For QED of this dishonesty and distortion, you don’t need to look any further than the side of the Leave campaign’s tour bus. “We send the EU £350 million a week,” it read. “Let’s fund our NHS instead”. For a slogan of only 13 words, it was rich with dishonesty. Let’s take the £350 million figure, which had been refuted by the UK Statistics Authority weeks before the vote and denounced by former Leave campaigner, Conservative MP Sarah Wollaston, who switched sides rather than perpetuate it. We might “send” £350 million to the EU, but we receive a rebate of, last year, £4.9bn per year back from the EU because we pay less than the 1% of GDP that almost all other EU nations do.  The Leave lot never corrected this, even when they were called out on the bullshit. The tour bus went on its tour of Britain; the falsehood with it.

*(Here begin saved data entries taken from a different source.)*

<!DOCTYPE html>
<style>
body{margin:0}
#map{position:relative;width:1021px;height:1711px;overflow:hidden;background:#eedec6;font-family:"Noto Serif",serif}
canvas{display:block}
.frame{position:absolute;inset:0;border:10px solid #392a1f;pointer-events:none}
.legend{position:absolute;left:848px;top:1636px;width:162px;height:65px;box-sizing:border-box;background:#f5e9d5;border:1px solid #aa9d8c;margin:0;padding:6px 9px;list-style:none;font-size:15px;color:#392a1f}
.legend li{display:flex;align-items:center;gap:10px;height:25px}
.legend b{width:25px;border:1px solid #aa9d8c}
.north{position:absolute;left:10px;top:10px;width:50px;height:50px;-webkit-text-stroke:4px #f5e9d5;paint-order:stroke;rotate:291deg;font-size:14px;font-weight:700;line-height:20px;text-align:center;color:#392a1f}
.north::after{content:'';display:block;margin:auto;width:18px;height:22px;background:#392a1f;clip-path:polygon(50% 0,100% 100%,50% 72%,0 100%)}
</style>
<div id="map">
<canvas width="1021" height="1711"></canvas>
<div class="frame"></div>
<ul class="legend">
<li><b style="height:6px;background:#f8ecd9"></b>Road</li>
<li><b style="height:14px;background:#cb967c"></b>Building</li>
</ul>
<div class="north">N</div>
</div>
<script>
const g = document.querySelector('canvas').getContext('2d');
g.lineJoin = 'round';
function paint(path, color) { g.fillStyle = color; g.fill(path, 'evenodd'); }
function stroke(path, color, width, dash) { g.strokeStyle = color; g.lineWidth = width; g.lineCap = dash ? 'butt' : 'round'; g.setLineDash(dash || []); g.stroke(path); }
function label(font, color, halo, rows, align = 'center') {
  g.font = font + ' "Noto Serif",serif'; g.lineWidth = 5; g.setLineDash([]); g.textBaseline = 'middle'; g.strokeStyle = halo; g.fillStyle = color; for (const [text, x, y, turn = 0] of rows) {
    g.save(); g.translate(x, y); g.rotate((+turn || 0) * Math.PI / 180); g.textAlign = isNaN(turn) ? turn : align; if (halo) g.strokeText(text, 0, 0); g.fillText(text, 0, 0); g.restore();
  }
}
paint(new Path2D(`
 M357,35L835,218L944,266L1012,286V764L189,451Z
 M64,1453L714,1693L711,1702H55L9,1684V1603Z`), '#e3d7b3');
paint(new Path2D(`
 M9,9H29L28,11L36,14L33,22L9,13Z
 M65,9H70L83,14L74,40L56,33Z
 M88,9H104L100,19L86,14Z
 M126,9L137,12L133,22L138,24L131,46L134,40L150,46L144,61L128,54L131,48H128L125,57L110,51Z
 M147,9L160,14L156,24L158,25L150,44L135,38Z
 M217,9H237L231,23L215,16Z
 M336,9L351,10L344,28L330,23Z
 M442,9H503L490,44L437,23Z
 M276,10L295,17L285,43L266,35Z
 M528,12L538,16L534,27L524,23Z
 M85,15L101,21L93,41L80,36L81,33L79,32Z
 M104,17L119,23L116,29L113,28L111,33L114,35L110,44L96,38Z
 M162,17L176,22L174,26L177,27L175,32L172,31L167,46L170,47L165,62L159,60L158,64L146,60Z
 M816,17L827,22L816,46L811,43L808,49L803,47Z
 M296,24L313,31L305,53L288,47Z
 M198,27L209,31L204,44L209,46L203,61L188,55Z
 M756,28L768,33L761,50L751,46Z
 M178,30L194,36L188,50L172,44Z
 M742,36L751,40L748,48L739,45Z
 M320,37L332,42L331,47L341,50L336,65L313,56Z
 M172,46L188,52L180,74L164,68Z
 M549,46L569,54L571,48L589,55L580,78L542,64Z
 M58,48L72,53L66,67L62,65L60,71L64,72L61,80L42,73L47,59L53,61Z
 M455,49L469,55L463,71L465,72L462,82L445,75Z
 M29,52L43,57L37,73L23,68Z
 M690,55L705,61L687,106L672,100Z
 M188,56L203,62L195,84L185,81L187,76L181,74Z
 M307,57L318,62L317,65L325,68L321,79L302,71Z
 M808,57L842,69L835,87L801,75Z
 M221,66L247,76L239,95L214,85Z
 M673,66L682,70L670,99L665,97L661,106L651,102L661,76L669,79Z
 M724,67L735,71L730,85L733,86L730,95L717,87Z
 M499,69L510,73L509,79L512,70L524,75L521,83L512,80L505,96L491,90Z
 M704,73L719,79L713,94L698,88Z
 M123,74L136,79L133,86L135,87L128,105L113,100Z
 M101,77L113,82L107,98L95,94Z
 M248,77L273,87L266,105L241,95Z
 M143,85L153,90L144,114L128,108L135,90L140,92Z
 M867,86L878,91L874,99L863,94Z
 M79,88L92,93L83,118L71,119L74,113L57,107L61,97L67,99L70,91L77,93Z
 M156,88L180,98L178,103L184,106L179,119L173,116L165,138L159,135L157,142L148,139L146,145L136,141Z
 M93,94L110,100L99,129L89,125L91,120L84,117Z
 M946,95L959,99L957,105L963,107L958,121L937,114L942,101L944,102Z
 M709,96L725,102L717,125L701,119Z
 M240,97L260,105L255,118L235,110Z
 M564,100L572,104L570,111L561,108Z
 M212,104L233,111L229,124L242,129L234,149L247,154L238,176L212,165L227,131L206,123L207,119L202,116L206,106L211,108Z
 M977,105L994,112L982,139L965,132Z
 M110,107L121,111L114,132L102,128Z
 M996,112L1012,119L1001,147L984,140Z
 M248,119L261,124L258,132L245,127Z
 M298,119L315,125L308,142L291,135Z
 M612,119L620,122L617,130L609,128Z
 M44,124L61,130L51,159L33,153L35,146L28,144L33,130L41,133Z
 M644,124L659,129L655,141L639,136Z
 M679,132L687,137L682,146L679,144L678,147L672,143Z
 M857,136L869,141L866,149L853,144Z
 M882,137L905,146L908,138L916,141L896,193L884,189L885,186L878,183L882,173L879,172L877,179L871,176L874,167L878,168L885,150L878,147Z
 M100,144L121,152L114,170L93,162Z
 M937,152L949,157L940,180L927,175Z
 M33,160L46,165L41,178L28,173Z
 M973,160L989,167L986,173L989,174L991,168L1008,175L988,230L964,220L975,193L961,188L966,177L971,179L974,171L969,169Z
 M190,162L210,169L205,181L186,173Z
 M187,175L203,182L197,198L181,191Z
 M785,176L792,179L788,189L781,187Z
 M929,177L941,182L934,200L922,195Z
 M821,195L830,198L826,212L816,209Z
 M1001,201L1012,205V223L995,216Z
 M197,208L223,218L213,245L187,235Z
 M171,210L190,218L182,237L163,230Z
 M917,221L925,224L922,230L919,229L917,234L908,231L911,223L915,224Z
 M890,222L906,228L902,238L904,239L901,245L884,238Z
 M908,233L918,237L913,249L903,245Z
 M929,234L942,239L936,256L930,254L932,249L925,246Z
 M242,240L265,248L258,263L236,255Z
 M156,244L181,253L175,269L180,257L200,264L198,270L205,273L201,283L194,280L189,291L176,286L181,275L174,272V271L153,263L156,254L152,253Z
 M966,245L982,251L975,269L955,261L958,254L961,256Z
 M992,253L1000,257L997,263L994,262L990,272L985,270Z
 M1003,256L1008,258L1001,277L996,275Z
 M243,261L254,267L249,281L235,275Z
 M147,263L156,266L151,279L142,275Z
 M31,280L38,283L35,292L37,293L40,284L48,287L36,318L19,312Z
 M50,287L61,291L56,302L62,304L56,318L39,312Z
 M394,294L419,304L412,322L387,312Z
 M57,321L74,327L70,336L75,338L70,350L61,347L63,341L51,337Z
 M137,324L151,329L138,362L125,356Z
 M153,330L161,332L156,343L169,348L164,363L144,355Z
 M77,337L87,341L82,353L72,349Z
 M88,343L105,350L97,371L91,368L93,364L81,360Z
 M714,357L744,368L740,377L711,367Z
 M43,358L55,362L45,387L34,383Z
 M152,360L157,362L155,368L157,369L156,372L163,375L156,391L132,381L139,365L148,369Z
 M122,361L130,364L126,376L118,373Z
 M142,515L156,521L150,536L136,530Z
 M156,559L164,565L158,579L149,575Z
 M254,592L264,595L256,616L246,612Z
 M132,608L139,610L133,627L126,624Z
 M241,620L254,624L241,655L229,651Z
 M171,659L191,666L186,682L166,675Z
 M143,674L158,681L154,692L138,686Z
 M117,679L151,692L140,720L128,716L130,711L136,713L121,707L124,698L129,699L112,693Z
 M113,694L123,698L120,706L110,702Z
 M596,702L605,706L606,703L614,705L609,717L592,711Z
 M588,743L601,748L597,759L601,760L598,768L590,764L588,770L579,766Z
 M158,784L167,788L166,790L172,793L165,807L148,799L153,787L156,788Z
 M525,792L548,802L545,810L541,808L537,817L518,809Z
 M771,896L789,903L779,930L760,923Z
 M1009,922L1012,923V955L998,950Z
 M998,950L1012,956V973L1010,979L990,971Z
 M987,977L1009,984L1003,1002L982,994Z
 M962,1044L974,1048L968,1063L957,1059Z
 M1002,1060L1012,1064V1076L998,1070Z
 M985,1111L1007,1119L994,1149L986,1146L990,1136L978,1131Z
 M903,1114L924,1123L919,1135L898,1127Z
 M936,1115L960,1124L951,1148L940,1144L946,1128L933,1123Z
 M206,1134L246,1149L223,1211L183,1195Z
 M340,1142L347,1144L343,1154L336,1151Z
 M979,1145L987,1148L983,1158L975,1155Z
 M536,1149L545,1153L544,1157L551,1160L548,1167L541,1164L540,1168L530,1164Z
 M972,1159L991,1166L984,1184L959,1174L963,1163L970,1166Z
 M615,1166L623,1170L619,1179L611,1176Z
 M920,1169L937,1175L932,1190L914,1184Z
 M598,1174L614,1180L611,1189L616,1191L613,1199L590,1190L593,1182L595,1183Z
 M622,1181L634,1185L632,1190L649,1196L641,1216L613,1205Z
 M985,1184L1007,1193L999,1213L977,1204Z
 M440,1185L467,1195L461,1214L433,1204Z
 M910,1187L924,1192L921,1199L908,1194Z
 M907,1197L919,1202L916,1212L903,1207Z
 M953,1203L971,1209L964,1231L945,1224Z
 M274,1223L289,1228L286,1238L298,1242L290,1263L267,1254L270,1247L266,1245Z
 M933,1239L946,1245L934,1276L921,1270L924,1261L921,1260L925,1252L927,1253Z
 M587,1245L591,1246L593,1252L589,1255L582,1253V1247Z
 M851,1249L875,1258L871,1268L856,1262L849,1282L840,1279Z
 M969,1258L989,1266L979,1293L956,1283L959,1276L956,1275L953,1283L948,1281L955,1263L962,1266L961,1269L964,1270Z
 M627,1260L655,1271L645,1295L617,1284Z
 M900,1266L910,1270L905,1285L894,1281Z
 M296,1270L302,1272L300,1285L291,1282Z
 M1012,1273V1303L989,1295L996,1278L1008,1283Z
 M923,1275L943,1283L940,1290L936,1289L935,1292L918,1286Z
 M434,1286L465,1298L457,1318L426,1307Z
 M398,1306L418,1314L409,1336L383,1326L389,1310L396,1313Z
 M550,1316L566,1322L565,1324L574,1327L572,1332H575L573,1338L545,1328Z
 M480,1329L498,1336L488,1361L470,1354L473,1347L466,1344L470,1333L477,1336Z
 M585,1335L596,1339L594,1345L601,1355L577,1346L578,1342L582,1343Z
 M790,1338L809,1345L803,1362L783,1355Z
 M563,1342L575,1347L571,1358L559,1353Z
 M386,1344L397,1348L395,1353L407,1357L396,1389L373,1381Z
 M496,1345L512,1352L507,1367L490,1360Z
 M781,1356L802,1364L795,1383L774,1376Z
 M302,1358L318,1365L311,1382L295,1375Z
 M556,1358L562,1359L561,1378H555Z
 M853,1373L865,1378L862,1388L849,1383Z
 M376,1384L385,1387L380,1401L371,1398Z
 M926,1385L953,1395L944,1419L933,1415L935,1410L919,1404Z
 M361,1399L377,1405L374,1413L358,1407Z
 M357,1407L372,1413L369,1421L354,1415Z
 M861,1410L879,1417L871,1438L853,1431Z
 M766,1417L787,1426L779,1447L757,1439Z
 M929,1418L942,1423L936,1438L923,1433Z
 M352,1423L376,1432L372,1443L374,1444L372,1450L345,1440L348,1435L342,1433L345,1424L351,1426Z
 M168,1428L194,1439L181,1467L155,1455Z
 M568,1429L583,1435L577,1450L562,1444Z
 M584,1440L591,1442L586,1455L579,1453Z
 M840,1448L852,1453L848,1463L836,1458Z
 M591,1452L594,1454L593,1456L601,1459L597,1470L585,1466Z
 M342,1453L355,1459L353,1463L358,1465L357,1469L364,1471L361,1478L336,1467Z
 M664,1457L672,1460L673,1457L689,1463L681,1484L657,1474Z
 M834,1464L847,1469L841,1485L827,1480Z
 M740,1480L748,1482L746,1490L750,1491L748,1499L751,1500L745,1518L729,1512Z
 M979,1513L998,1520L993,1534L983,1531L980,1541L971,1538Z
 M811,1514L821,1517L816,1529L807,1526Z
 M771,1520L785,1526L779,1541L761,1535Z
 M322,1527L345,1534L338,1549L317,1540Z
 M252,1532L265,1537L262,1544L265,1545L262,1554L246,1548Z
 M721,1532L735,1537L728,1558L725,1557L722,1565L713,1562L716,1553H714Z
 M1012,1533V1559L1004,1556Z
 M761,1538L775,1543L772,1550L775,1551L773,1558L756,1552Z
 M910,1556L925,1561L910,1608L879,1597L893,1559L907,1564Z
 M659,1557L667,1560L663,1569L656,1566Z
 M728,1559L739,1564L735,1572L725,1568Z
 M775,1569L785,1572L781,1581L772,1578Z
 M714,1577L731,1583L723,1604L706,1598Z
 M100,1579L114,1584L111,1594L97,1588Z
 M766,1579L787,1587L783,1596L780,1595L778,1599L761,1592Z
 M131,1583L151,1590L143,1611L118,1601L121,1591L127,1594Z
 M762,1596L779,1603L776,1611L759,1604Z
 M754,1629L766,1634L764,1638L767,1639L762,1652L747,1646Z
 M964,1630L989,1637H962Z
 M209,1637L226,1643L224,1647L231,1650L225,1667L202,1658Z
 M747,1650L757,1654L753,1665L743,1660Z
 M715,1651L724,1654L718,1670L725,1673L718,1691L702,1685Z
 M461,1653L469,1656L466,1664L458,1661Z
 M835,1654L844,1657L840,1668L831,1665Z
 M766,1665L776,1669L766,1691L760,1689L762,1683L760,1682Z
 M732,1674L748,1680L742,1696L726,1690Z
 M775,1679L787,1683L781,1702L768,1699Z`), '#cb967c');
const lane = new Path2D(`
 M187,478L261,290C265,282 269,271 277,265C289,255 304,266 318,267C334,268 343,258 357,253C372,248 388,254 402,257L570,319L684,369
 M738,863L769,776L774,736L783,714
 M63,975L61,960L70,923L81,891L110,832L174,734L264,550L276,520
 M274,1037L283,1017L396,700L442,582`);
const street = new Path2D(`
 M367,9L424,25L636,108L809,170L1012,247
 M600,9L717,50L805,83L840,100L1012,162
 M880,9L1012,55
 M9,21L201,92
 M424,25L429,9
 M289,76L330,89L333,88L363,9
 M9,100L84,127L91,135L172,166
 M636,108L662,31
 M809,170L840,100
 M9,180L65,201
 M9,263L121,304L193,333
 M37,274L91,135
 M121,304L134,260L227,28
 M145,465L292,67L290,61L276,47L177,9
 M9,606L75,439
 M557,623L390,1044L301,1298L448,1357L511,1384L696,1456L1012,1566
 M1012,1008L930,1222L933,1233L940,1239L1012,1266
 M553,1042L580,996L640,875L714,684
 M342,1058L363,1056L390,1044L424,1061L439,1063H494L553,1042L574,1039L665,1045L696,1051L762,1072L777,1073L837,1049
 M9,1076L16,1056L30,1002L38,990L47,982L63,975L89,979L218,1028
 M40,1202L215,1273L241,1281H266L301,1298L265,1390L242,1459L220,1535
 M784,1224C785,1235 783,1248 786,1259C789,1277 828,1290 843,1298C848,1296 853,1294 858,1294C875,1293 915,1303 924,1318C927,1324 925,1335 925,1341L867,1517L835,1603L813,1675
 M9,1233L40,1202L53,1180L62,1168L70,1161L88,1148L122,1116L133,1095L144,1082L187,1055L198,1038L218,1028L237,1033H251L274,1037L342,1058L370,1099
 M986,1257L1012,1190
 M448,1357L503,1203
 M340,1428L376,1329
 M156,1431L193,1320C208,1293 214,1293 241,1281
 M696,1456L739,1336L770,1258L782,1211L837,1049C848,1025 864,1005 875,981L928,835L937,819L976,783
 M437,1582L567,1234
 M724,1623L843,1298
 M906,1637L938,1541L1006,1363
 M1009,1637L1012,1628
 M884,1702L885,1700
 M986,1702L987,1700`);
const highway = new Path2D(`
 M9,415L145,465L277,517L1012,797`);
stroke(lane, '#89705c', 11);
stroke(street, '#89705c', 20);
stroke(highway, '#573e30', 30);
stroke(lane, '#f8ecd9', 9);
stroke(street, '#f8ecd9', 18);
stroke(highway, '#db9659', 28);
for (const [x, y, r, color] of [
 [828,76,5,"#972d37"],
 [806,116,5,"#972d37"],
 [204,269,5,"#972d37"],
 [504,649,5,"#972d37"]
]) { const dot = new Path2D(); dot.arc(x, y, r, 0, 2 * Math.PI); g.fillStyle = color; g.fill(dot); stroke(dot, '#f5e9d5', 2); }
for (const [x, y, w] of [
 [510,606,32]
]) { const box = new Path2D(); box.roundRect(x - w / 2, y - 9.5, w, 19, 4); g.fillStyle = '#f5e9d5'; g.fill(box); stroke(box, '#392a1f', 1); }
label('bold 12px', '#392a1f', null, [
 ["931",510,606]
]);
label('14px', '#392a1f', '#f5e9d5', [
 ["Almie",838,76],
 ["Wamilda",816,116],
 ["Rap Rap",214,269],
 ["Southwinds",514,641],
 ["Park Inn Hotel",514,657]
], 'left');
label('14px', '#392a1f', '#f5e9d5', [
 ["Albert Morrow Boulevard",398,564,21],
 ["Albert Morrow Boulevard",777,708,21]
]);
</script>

Even worse than that, a few hours after the Brexit result was announced, Nigel Farage, ostracized, in his own words, from the Leave campaign perhaps, but one of the biggest beneficiaries and associates of it (so let’s not split hairs), admitted it wasn’t true. Just let that sink in for a minute –Nigel Farage, who has done more to cause our departure from the EU than any one individual, admitted on live TV that the slogan plastered on the side of the Leave campaign bus, wasn’t true. For the Leave campaign to repeatedly repeat the lie was, he said “a mistake”. A mistake which I don’t remember him rushing to correct during the campaign. Or one which the official Leave campaign did anything to amend explain, revise or recall even when a huge body of intelligent and rationale minds, including former Leave campaigners, incensed, begged them to for the sake of democracy.

The permission of this lie to remain must go down as one of the most despicable acts in British political history. The continuation of a litany of unprovable, unfounded and irrational nuggets of untruth is beneath politicians as intelligent as Boris Johnson and Michael Gove, yet it has served them well in their ascent of the greasy pole. It is the reason why I and far more intelligent, more well-informed people like Professor Michael Dougan were persuaded to come off the fence

I don’t remotely mind admitting, I was genuinely considering voting to leave at one point. There seemed to be some visceral thrill in being ‘independent’. And as a member of the Labour party, I shared – and still share – some of the left wing scepticism for the EU. In the end I voted to remain in the EU for four reasons.

Firstly it became obvious that leaving the EU would very likely cause a short-term economic upset that would directly affect the poorest people in Britain (as all economic upsets do), and that it wasn’t worth the risk of letting that happen. Even if the ship did steady after a couple of years, this would be enough (UPDATE: will be enough) to do monumental damage to a working class already reeling from six years of austerity, A.K.A. punishment for the gross mistakes of others.

Secondly, it was through listening to the cogent, objective arguments of countless experts – the kind that Michael Gove said the British public were sick of hearing from and compared to Nazis – who laid out very clearly and soberly why a Brexit makes little or no sense. There were plenty of them. They were the people who have spent their life in serious mentation, well above the sound and fury of politics, studying international law, trade deals, economics, justice and business. They were the huge global conglomerates which as a lefty I should despise and ignore, which said that a Brexit would mean they’d think twice about investing in Britain in the future. They were the international businesses which, when I summoned up the memories from the nine years of reporting on the retail industry, told me directly that the reason they’d chosen the UK for their first international store opening was because they had long-term plans of establishing a European presence, and that our membership of the EU directly enabled that.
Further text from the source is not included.